Great now lets do some optimisation. Here we need to use use a staged optimisation strategy to make sure we recover our parameters correctly, as well as tune the learning rates for each parameter. This is simply the most direct approach, but there are lots of other ways to tackle this problem! For a more complete tutorial on optimisation within the zodiax framework, check out this tutorial. For now, we are going to assume that you have been through that tutorial (although don't worry if you haven't, its all very straight forwards and you should be able to follow without any trouble). Lets see how to set up this likelihood function and optimisation in practice.

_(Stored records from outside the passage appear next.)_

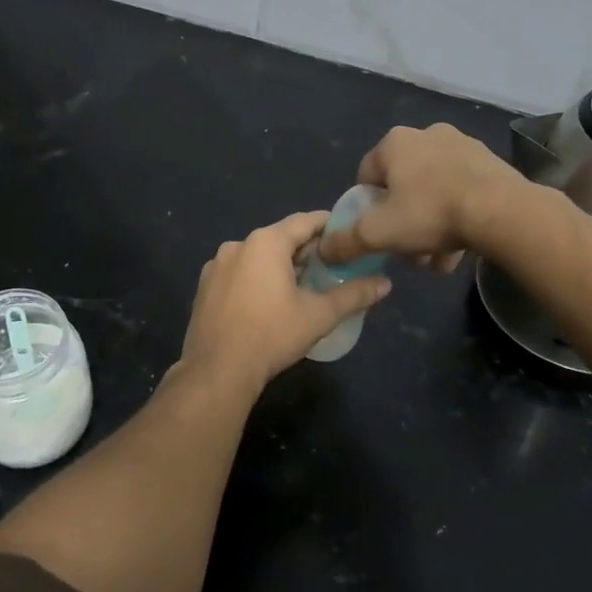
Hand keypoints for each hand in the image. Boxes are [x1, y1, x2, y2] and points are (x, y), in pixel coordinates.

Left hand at [179, 211, 392, 390]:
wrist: (217, 371)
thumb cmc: (271, 335)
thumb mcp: (319, 315)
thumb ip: (354, 295)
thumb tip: (386, 283)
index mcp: (265, 242)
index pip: (305, 221)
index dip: (329, 225)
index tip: (347, 235)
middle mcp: (238, 245)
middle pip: (280, 238)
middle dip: (306, 250)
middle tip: (331, 267)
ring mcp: (216, 265)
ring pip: (257, 256)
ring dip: (280, 266)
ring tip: (303, 287)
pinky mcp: (205, 287)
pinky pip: (238, 273)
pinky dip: (256, 279)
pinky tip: (268, 303)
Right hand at [317, 124, 528, 268]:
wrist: (504, 212)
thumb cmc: (431, 214)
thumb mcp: (378, 233)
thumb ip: (345, 241)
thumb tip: (323, 249)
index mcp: (395, 142)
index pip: (366, 177)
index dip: (367, 210)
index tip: (378, 235)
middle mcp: (426, 134)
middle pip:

# Set up the initial parameters
params = {
    "z-coeffs": np.zeros_like(coeffs),
    "flux": np.log10(data.sum()),
    "position": np.zeros(2),
}

# Set up the optimisers for each parameter
# Note we use the delay function to delay the optimisation of certain parameters
optimisers = {
    "position": optax.sgd(zdx.delay(5e-8, 0), momentum=0.5),
    "z-coeffs": optax.sgd(zdx.delay(2e-1, 10), momentum=0.5),
    "flux": optax.sgd(zdx.delay(1e-6, 20), momentum=0.5),
}
optim, state = zdx.map_optimisers(params, optimisers)

# Now we can run a simple optimisation loop
epochs = 100
pbar = tqdm(range(epochs))
losses, params_history = [], []
for step in pbar:
    loss, grads = loss_fn(params, optics, data, error)
    updates, state = optim.update(grads, state)
    params = optax.apply_updates(params, updates)
    pbar.set_postfix(log_loss=f"{np.log10(loss):.4f}")
    losses.append(loss)
    params_history.append(params)
losses = np.array(losses)
  0%|          | 0/100 [00:00<?, ?it/s]
Plotting
# Map the parameter history to arrays for plotting
values = {}
for param in params.keys():
    value = np.array([params[param] for params in params_history])
    values[param] = (value - value[0]).reshape(epochs, -1)

# Plot the losses
plt.figure(figsize=(15, 12))
ax = plt.subplot(3, 2, 1)
ax.plot(losses)
ax.set(title="Loss value", xlabel="Step", ylabel="Loss")

ax = plt.subplot(3, 2, 2)
ax.plot(np.log10(losses))
ax.set(title="Log Loss value", xlabel="Step", ylabel="Log10(Loss)")

ax = plt.subplot(3, 2, 3)
ax.plot(values["position"])
ax.set(title="Position", xlabel="Step", ylabel="Delta Position (arcseconds)")

ax = plt.subplot(3, 2, 4)
ax.plot(values["flux"])
ax.set(title="Flux", xlabel="Step", ylabel="Delta Flux (log10(Counts))")

ax = plt.subplot(3, 2, 5)
ax.plot(values["z-coeffs"])
ax.set(title="Zernike coefficients", xlabel="Step", ylabel="Delta Zernike Coefficients")

ax = plt.subplot(3, 2, 6)
ax.scatter(coeffs, values["z-coeffs"][-1])
ax.plot([coeffs.min(), coeffs.max()], [coeffs.min(), coeffs.max()], "k--", label="1:1")
ax.set(title="Final Zernike coefficients", ylabel="Recovered Coefficient", xlabel="True Coefficient")

plt.tight_layout()
plt.show()

png

Plotting
# Get the aperture and OPD for visualisation
pred_opd = 1e6 * optics.set(coefficients=params["z-coeffs"]).aberrations.eval_basis()
pred_pupil = pred_opd.at[optics.transmission < 0.5].set(np.nan)
pupil_residuals = pred_pupil - pupil
v = np.nanmax(np.abs(np.array([pupil, pred_pupil])))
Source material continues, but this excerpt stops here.